Locality and Connection: Embrace Pylons as Landmarks
The height of transmission towers indicates that they will always be prominent in the landscape, so it makes sense to bear this in mind and provide each with some decorative elements to make them distinctive local landmarks. So, the standard designs should provide some space for cosmetic flourishes specific to each pylon. Individual variation within a consistent pattern is attractive and charming.
While the technical legibility details would give some “personality” to each pylon, some more humanizing touches would also be widely welcomed. For instance, each pylon could provide an alcove for a sculpture or art piece. So, it might be nice to commission attractive animal emblems for every tower in the network. This could form a charming motif across the system, providing landmarks and aide-memoires to ordinary people: “Take the left turn after you see the transmission tower with the statue of the otter.” The quaint pubs across England are often named after the pictorial signage that identified a particular tavern in pre-literate times, hence names like “The Dog and Duck” or “The Horse and Hound.” Such pastoral imagery is humane, memorable, and uplifting, and these are the very qualities that electricity infrastructure most severely lacks.

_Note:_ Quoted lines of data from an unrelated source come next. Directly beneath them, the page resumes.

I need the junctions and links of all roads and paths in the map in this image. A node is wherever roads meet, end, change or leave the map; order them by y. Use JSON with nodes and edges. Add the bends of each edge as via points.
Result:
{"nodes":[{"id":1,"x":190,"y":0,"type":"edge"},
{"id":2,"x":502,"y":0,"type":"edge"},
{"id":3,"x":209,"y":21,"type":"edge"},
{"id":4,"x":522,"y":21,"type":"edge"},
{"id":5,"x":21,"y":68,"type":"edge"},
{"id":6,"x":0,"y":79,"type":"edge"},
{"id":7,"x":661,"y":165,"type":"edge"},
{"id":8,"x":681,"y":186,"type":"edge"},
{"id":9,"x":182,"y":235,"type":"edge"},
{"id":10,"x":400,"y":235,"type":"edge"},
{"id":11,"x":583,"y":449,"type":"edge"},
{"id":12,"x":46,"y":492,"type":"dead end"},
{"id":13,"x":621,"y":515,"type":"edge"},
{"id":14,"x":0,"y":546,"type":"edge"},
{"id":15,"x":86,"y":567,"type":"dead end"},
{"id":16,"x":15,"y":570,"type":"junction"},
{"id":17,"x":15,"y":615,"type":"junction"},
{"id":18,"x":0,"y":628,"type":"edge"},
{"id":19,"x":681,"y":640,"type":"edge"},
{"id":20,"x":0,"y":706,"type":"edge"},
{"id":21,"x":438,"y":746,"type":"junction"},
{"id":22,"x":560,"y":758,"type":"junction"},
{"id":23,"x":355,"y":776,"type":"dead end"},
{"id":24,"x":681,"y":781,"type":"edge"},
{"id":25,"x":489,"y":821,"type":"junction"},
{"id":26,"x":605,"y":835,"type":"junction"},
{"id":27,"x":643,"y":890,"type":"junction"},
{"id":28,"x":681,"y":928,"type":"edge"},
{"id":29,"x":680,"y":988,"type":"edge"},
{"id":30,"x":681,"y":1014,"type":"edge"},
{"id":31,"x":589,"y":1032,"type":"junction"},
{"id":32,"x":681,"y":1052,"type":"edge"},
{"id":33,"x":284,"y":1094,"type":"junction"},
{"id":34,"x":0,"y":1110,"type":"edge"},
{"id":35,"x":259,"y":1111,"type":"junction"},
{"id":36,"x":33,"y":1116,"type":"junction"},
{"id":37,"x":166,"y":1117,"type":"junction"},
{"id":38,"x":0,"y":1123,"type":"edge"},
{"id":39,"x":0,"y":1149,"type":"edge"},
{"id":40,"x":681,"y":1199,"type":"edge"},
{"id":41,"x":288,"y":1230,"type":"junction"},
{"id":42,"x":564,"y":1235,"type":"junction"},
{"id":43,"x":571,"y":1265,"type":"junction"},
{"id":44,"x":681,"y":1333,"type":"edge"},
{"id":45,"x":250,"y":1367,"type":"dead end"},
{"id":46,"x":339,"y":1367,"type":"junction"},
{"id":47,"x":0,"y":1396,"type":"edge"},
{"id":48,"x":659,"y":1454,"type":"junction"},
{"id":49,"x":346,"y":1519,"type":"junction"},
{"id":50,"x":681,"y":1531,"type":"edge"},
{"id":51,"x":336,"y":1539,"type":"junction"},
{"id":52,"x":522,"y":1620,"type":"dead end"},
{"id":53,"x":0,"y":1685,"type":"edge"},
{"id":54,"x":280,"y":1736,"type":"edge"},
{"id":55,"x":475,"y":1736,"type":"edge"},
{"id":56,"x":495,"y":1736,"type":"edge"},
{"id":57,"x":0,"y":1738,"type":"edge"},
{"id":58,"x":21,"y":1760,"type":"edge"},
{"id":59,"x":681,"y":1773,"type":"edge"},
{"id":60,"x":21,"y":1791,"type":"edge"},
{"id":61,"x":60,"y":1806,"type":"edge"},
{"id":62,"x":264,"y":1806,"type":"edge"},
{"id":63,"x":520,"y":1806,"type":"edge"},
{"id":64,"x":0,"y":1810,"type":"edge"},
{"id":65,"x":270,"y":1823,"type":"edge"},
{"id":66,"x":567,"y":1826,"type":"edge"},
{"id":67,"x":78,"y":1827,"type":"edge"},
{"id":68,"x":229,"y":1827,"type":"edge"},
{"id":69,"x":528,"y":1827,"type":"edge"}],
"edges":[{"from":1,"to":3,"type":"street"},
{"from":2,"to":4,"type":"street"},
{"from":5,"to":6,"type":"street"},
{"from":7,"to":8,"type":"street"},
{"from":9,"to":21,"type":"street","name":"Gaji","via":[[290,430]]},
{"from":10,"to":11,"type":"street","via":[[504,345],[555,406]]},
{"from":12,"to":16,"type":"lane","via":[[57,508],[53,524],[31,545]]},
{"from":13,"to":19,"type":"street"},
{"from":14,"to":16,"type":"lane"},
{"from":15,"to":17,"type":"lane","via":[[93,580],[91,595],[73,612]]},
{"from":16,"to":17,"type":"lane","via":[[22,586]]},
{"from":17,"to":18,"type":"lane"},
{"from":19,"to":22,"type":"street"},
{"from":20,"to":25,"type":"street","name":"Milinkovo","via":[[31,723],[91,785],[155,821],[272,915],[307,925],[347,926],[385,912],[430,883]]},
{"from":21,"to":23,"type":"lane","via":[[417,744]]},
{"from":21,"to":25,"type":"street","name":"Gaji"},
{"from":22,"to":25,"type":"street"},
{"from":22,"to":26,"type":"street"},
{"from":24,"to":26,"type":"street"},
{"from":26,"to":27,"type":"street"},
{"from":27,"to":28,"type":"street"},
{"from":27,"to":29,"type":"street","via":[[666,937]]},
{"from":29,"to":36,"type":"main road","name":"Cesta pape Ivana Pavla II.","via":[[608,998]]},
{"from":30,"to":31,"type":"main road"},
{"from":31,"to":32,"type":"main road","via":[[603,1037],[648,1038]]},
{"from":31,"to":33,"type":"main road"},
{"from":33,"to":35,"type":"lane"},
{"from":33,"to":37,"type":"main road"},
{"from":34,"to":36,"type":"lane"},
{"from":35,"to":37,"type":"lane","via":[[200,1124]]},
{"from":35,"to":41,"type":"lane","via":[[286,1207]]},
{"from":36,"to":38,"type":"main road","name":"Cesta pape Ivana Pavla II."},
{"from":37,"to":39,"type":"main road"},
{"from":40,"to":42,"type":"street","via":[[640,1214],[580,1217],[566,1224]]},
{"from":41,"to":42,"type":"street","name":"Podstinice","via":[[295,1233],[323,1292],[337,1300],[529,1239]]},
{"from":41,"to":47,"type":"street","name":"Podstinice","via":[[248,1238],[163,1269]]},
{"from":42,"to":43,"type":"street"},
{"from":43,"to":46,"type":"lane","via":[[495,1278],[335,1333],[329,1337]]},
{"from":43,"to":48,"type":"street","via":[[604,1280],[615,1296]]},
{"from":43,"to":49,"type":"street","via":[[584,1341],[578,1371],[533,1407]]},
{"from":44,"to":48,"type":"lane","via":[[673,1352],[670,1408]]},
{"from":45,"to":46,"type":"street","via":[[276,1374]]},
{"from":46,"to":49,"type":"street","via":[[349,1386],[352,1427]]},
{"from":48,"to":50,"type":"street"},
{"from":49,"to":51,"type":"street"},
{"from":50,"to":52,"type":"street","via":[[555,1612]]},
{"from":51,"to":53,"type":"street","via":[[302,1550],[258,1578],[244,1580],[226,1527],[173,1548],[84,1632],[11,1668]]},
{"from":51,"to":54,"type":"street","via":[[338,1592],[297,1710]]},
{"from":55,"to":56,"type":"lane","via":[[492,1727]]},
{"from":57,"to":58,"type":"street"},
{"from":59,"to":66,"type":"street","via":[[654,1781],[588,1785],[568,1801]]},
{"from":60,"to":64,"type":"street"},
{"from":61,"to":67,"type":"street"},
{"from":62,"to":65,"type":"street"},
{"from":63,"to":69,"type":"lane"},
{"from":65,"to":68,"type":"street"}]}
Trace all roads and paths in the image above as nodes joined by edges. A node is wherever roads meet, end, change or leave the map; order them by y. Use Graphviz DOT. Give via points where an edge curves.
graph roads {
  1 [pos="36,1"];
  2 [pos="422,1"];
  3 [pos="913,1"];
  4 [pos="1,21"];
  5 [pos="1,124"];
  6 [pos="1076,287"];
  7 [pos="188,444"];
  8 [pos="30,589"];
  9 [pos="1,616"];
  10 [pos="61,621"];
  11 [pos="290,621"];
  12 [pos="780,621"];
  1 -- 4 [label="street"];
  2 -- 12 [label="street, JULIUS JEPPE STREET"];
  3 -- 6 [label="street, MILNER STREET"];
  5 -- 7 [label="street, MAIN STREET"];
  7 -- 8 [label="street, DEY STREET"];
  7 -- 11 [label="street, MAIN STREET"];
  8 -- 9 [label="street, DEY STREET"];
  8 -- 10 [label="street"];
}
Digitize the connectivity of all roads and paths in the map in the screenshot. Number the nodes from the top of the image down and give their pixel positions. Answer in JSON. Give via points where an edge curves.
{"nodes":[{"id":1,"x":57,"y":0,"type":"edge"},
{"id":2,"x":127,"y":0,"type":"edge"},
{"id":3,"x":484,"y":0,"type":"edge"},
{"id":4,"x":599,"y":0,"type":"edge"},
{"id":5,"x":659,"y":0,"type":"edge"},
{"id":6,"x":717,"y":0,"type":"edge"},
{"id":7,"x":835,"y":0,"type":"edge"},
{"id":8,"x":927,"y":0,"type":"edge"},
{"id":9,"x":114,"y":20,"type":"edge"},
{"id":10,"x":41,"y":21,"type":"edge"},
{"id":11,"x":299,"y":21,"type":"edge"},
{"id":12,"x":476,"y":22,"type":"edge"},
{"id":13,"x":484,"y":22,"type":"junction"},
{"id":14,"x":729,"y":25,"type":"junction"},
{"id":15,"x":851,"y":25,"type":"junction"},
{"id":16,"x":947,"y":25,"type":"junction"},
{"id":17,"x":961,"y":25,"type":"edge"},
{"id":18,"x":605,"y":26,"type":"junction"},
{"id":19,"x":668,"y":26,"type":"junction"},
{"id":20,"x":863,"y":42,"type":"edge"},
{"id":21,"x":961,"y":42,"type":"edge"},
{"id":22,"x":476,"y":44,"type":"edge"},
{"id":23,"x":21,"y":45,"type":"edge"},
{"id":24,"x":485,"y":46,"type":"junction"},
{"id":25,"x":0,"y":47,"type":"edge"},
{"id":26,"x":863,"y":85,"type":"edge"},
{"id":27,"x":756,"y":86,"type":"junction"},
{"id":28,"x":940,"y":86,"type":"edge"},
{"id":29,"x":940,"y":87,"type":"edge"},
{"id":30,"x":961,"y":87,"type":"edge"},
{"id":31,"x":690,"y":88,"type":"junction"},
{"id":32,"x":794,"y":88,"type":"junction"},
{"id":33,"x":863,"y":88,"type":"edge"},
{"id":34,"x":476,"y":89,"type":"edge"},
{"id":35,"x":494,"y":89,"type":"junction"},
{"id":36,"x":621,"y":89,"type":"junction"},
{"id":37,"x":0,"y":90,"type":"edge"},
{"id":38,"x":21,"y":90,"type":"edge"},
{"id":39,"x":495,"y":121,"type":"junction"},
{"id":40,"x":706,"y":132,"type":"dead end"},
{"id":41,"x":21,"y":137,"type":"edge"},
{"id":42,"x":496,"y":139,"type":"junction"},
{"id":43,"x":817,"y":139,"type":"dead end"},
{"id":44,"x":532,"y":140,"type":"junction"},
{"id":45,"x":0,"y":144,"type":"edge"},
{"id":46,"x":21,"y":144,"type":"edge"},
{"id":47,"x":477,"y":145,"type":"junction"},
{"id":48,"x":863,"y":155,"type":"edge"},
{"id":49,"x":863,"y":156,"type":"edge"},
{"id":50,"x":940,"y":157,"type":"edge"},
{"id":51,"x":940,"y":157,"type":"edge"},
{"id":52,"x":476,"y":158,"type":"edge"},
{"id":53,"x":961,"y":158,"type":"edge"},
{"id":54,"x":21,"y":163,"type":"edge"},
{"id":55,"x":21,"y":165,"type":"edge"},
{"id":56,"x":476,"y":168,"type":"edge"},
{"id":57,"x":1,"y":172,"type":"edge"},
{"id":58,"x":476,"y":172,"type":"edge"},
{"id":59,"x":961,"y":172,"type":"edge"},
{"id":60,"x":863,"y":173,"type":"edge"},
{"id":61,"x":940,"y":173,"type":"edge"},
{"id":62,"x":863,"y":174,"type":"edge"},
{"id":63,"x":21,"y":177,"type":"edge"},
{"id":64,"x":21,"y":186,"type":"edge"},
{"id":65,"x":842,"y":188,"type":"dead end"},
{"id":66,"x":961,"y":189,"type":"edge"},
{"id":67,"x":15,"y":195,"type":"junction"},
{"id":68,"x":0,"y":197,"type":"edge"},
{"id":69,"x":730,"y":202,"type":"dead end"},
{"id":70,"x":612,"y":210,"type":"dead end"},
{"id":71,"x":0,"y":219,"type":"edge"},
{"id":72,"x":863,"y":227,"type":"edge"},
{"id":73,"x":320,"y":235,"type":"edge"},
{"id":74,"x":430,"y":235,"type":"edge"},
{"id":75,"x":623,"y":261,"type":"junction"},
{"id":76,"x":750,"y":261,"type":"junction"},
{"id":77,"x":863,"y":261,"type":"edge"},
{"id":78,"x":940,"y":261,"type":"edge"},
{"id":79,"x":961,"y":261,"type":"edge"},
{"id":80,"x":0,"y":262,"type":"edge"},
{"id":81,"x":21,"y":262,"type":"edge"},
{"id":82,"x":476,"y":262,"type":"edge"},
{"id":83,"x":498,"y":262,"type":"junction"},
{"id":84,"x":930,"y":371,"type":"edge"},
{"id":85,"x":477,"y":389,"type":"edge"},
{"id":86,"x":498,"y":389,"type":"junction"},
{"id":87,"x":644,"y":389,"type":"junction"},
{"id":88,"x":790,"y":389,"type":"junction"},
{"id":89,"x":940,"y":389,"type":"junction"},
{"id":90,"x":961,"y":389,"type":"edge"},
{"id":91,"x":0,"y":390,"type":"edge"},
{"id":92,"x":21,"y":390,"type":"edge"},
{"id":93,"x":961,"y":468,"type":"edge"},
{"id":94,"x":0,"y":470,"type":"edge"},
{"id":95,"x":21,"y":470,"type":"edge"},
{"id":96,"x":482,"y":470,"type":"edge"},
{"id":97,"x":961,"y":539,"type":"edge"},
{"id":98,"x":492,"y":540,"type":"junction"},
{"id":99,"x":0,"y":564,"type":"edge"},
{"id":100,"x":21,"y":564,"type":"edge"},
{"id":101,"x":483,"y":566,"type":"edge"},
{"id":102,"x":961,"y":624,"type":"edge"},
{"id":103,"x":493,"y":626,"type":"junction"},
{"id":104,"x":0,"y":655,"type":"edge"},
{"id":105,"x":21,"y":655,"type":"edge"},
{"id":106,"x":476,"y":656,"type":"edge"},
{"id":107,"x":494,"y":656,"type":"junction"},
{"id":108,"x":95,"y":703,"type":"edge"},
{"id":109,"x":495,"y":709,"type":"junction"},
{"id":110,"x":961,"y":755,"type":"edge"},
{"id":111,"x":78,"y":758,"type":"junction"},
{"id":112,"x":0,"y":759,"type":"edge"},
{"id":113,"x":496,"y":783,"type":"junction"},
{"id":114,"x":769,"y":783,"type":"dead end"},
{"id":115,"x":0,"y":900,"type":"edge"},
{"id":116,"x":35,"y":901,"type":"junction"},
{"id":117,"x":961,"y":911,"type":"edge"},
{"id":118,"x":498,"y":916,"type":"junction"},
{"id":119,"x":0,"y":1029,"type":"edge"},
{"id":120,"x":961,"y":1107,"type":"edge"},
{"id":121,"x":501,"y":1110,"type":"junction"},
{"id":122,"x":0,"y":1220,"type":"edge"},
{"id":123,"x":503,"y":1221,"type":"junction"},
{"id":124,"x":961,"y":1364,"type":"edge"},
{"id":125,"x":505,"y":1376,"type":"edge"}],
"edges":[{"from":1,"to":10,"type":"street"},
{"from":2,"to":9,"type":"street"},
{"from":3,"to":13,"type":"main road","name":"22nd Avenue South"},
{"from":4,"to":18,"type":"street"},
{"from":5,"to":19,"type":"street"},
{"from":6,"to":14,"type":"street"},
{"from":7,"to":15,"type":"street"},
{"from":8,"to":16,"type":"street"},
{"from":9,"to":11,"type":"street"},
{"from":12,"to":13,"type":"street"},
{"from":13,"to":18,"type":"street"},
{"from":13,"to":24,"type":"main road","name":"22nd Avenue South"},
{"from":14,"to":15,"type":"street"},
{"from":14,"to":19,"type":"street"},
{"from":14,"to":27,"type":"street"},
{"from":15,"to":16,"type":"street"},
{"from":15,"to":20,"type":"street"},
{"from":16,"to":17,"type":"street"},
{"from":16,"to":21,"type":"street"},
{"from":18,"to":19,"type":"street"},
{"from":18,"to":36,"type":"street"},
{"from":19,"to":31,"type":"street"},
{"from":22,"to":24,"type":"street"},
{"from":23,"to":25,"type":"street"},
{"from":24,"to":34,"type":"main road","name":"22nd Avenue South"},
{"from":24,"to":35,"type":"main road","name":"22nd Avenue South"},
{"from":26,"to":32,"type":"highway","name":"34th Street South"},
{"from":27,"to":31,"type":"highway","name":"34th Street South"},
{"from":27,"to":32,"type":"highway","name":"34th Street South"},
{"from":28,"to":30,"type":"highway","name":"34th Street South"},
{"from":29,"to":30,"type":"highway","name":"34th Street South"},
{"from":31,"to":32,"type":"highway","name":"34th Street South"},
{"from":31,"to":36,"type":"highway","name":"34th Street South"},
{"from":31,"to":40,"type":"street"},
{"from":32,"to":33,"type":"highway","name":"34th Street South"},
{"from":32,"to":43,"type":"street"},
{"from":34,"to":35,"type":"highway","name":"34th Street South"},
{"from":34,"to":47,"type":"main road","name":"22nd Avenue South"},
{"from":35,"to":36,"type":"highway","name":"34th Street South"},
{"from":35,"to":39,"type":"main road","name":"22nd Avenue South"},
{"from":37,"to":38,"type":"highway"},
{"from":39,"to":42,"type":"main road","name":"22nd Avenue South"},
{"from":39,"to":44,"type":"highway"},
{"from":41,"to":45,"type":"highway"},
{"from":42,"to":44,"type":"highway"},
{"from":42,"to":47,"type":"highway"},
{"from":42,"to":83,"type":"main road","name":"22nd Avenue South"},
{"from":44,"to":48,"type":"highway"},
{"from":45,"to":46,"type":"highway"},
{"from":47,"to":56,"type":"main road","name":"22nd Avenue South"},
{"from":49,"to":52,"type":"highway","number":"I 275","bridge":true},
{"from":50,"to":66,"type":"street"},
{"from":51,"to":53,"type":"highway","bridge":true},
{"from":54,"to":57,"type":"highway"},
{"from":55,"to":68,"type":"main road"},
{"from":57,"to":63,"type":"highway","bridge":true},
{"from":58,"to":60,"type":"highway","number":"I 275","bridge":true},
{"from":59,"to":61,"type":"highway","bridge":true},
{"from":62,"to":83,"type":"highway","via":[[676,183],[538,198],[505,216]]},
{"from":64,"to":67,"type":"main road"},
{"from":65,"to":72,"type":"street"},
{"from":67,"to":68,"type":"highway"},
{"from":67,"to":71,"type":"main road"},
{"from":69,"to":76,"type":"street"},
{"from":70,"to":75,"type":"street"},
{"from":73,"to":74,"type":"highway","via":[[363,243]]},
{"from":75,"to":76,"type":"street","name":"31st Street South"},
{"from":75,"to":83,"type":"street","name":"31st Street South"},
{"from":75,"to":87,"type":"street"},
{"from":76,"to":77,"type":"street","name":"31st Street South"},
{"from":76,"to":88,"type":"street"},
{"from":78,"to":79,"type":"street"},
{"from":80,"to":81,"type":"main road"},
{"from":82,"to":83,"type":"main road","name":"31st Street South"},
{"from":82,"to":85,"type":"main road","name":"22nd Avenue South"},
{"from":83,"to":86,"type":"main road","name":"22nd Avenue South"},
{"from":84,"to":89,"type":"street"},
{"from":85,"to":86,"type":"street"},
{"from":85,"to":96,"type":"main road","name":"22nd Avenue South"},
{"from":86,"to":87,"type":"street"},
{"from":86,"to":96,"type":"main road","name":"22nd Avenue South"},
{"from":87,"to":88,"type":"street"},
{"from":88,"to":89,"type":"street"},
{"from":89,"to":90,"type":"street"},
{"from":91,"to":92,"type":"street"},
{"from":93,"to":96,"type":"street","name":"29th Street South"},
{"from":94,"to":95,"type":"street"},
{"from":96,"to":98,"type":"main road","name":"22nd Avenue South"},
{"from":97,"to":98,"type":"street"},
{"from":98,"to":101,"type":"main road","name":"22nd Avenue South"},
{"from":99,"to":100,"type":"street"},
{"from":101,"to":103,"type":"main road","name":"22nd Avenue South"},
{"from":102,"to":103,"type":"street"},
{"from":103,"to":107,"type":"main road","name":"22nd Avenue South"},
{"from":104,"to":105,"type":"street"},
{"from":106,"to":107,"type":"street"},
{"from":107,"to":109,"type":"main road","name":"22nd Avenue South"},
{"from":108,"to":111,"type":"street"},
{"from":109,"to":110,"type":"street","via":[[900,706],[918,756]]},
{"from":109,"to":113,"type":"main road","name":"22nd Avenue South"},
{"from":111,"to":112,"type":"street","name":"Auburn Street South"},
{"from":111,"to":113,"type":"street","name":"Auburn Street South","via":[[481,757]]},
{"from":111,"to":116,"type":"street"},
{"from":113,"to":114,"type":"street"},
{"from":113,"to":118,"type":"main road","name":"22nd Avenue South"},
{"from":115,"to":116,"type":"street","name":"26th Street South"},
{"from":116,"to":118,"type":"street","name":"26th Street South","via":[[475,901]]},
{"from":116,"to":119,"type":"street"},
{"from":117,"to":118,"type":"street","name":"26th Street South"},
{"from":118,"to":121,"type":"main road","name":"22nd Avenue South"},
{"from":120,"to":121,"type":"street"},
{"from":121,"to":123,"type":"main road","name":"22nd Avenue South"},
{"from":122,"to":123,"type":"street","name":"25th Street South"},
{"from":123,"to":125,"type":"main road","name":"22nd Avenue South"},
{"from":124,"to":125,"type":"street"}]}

The particular community surrounding a pylon could also be celebrated in its design. For instance, a stripe of the local county colors could be accommodated, as could the crest of the nearest town. The design should signify both locality and connection, embedding the pylon in its community context and depicting the outward links provided by the circuit it carries.
I have attended dozens of conferences devoted to power systems engineering, where every minor subfield of the discipline is discussed in exquisite detail. Yet, I have barely heard a whisper on the brutalizing effect that ugly pylons have on lovely landscapes. Some engineers seem to take a perverse pride in this, signaling their supposed technical sophistication by dismissing such “soft” concerns as esthetics. This is a real shame, as it shows a gauche disregard for the concerns of normal electricity users. We can do better than erecting transmission pylons that look as cheap and functional as possible. We need to provide the cosmetic ingredients that allow normal people to feel a sense of ownership and connection with these vital assets.
Anything can be made beautiful with a little care and attention. If engineers continue to ignore this simple wisdom, communities will continue to resist the new powerlines that are desperately needed to connect wind and solar generators. This article has discussed three simple design principles to create humane and timeless infrastructure networks, and the need for this will only grow as we decarbonize and electrify our energy use. It is time to embrace a green future without the gray steel.